The new coordinator said she is hoping the local chapter will become a resource not only for troubled grandparents but also for area schools, the court system, senior centers and mental health organizations.

Meanwhile, she’s set the first meeting, which she hopes will grow into monthly meetings at a permanent site.

She’s also hoping to find a pathway to reconcile her family so she can have a reunion with them. “I’m not giving up on my grandchildren,” she said.

The first meeting of the Alienated Grandparents Anonymous of the East Bay will be at 2 p.m. Thursday, Nov. 8, at Round Table, 504 Center Ave. Those interested may email aga.eastbay@gmail.com.

2 Replies to “Martinez woman starting support group for alienated grandparents

  1. “Except in certain cases, grandparents have few rights in California, she said. She is hoping the local chapter will join with others in changing that.”

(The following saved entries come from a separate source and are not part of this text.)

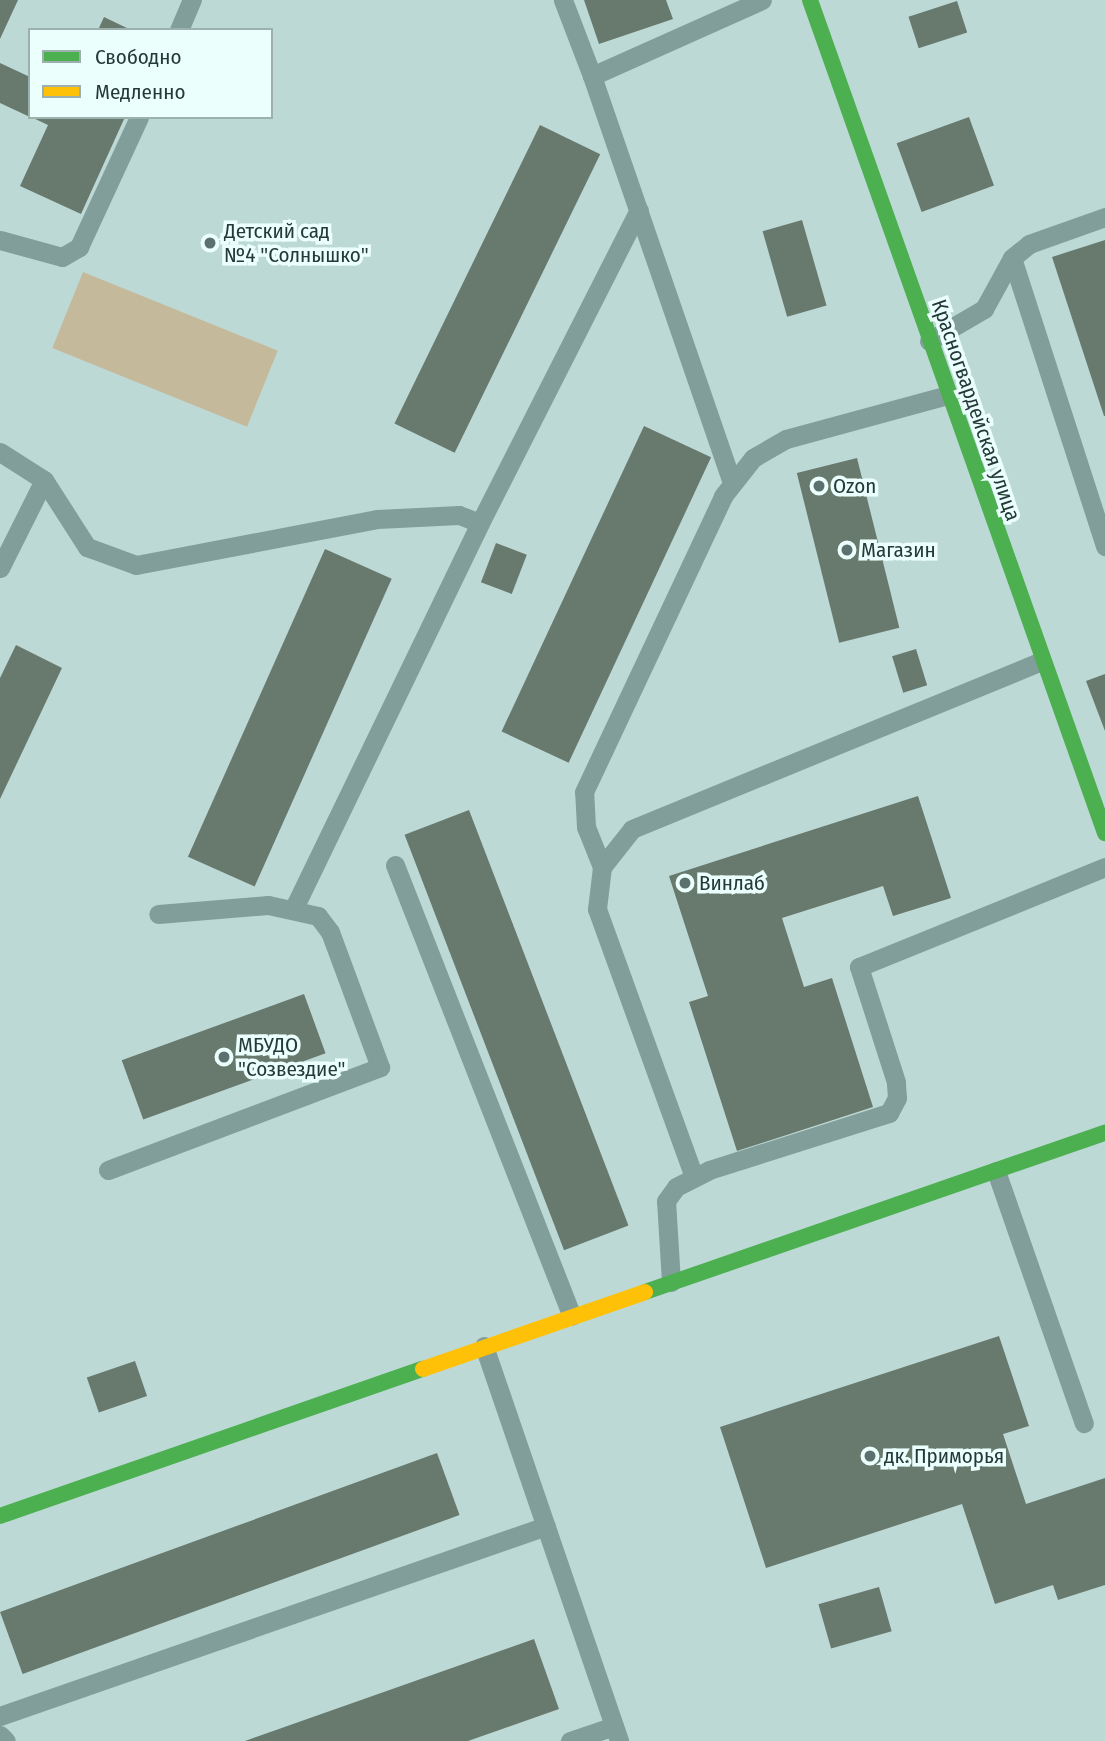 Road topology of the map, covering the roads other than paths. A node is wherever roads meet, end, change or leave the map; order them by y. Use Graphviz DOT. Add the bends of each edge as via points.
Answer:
graph roads {
  1 [pos="192,0"];
  2 [pos="563,0"];
  3 [pos="762,0"];
  4 [pos="810,0"];
  5 [pos="180,28"];
  6 [pos="592,76"];
  7 [pos="138,119"];
  8 [pos="639,210"];
  9 [pos="1105,217"];
  10 [pos="0,240"];
  11 [pos="1012,258"];
  12 [pos="929,341"];
  13 [pos="948,396"];
  14 [pos="0,452"];
  15 [pos="44,480"];
  16 [pos="732,483"];
  17 [pos="480,523"];
  18 [pos="1105,546"];
  19 [pos="0,568"];
  20 [pos="1041,660"];
  21 [pos="1105,833"];
  22 [pos="395,865"];
  23 [pos="602,867"];
  24 [pos="1105,867"];
  25 [pos="294,908"];
  26 [pos="158,914"];
  27 [pos="1105,1133"];
  28 [pos="108,1170"];
  29 [pos="996,1171"];
  30 [pos="694,1177"];
  31 [pos="671,1282"];
  32 [pos="572,1316"];
  33 [pos="484,1346"];
  34 [pos="1084,1423"];
  35 [pos="0,1516"];
  36 [pos="546,1526"];
  37 [pos="0,1716"];
  38 [pos="617,1734"];
  39 [pos="0,1735"];
  40 [pos="6,1741"];
  41 [pos="570,1741"];
  1 -- 5 [label="lane"];
  2 -- 6 [label="lane"];
  3 -- 6 [label="lane"];
  4 -- 12 [label="street, Красногвардейская улица"];
  6 -- 8 [label="lane"];
  7 -- 10 [label="lane" via="79,247 62,257"];
  8 -- 16 [label="lane"];
  8 -- 17 [label="lane"];
  9 -- 11 [label="lane" via="1029,244"];
  11 -- 12 [label="lane" via="984,309"];
  11 -- 18 [label="lane"];
  12 -- 13 [label="street, Красногвардейская улица"];
  13 -- 16 [label="lane" via="786,439 752,458"];
  13 -- 20 [label="street, Красногвардейская улица"];
  14 -- 15 [label="lane"];
  15 -- 17 [label="lane" via="87,547 136,565 377,519 458,515"];
  15 -- 19 [label="lane"];
  16 -- 23 [label="lane" via="584,792 586,827"];
  17 -- 25 [label="lane"];
  20 -- 21 [label="street, Красногвардейская улица"];
  20 -- 23 [label="lane" via="632,829"];
  22 -- 32 [label="lane"];
  23 -- 30 [label="lane" via="597,909"];
  24 -- 30 [label="lane" via="859,967 896,1082 897,1098 889,1113"];
  25 -- 26 [label="lane" via="268,905"];
  25 -- 28 [label="lane" via="318,916 330,932 380,1068"];
  27 -- 29 [label="street"];
  29 -- 31 [label="street"];
  29 -- 34 [label="lane"];
  30 -- 31 [label="lane" via="676,1186 666,1201"];
  31 -- 32 [label="street"];
  32 -- 33 [label="street"];
  33 -- 35 [label="street"];
  33 -- 36 [label="lane"];
  36 -- 37 [label="lane"];
  36 -- 38 [label="lane"];
  38 -- 41 [label="lane"];
  39 -- 40 [label="lane"];
} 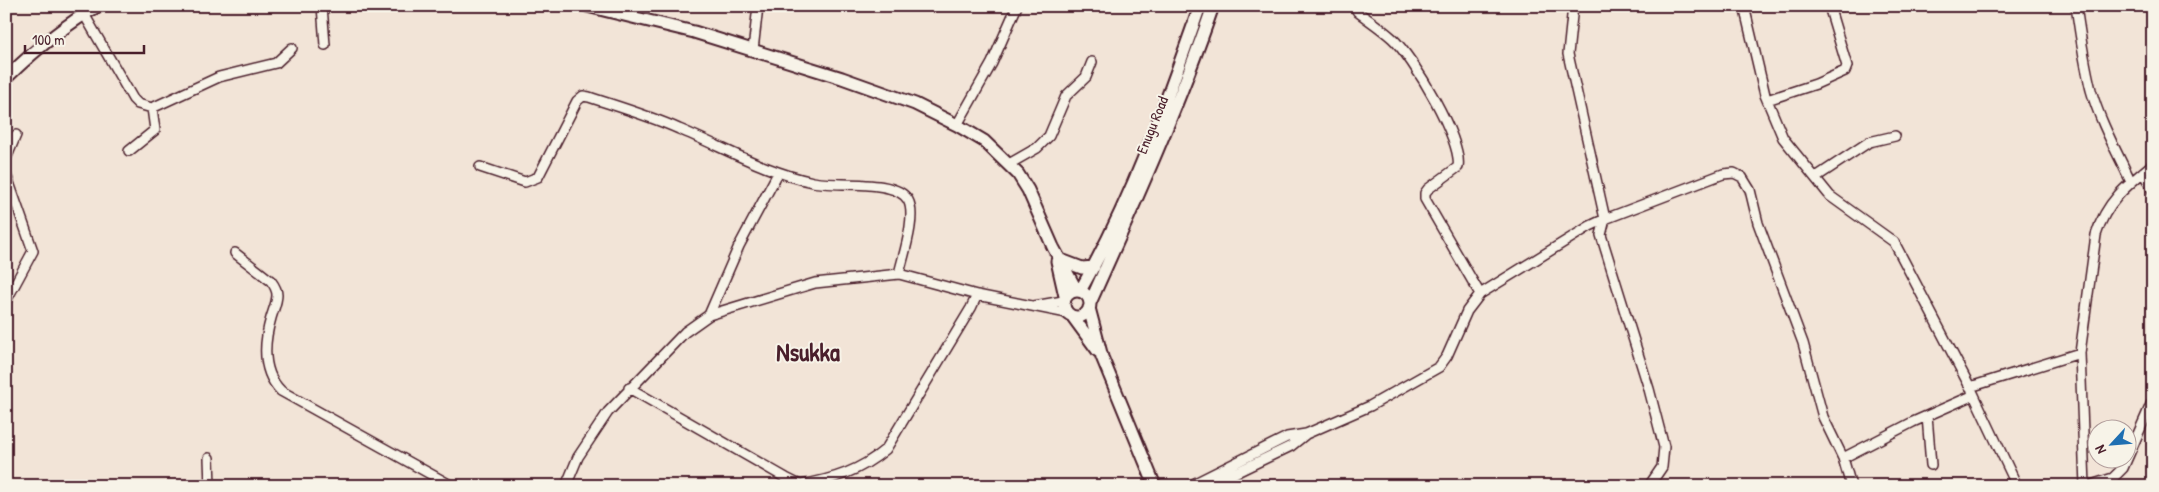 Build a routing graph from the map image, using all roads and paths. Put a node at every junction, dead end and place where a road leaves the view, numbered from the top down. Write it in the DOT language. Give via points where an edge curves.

    Translation: California, to a large extent, acknowledges and applies the U.S. constitutional precedent recognizing a parent’s fundamental right to control the upbringing of their child, including deciding which nonparents are in a position to care for that child. Most fit custodial parents in California are spared the crushing financial and emotional burden of highly contentious family court litigation, in which an overworked trial court judge attempts to second-guess the parent’s child-rearing decisions. Most children in California do not have their childhoods hijacked by endless courtroom proceedings, and their parents’ financial and emotional resources drained by such. Most already-contentious grandparent-grandchild relationships are not ruined beyond hope of salvage by grandparents dragging private family business into court and declaring themselves the parents’ opposition.

    However, many grandparents who have grave reason to consider parents unfit are unable to obtain a satisfactory response from child welfare authorities, and seek to impose grandparent visitation litigation on parents statewide as a workaround. Other grandparents who are unable to acknowledge their own role in family fissures are similarly unable to understand or accept the harm the litigation they seek would do to the grandchildren they love.

  2. I really hope local schools think twice before letting these “grandparents” onto their campuses. There is often a reason, such as toxic behavior, that causes a parent to cut off a grandparent (which is well within a parent’s right AS A PARENT to be able to cut toxic people from the children who they brought into this world’s lives. As a parent (who has cut off a toxic grandparent) i don’t want these people around my children, whether as part of an “outreach program” or whatever.

    The overreaching and boundary stomping is now leaking over onto other people’s children and that is NOT OKAY.